Assigned task
Transcribe exactly the line containing "Annotation task. Parse" and every line after it, through the end of the records below.

Stored items
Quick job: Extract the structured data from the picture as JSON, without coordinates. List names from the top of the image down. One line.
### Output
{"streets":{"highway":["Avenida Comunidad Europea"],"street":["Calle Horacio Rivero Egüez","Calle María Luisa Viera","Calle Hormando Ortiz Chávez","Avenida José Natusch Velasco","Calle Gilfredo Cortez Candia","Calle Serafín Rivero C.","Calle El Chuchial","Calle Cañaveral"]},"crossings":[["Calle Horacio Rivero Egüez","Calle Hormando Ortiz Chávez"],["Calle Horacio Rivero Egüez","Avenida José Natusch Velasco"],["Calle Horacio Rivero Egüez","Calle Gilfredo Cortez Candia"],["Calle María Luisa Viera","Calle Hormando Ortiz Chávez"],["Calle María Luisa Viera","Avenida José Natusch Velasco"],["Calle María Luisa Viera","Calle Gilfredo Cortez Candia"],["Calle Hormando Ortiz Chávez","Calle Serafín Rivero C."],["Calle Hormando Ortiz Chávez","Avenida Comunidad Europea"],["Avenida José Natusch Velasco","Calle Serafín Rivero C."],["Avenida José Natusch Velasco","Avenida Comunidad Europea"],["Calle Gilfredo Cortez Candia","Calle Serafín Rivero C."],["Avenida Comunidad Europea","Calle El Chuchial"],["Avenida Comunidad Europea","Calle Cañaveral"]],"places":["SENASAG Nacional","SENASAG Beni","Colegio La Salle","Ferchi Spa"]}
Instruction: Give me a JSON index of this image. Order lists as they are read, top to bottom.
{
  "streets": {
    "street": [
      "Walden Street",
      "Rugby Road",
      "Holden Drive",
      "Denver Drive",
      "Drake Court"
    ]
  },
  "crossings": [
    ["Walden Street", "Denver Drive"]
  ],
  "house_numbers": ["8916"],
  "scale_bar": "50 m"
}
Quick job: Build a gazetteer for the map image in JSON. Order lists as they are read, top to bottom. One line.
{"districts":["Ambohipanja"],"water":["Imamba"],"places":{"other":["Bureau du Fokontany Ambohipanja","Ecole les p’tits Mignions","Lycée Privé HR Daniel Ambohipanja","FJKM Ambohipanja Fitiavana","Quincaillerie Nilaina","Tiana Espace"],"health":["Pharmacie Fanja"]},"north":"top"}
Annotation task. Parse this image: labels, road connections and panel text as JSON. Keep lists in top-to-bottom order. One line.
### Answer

Expected answer
Annotation task. Parse this image: labels, road connections and panel text as JSON. Keep lists in top-to-bottom order. One line.
### Answer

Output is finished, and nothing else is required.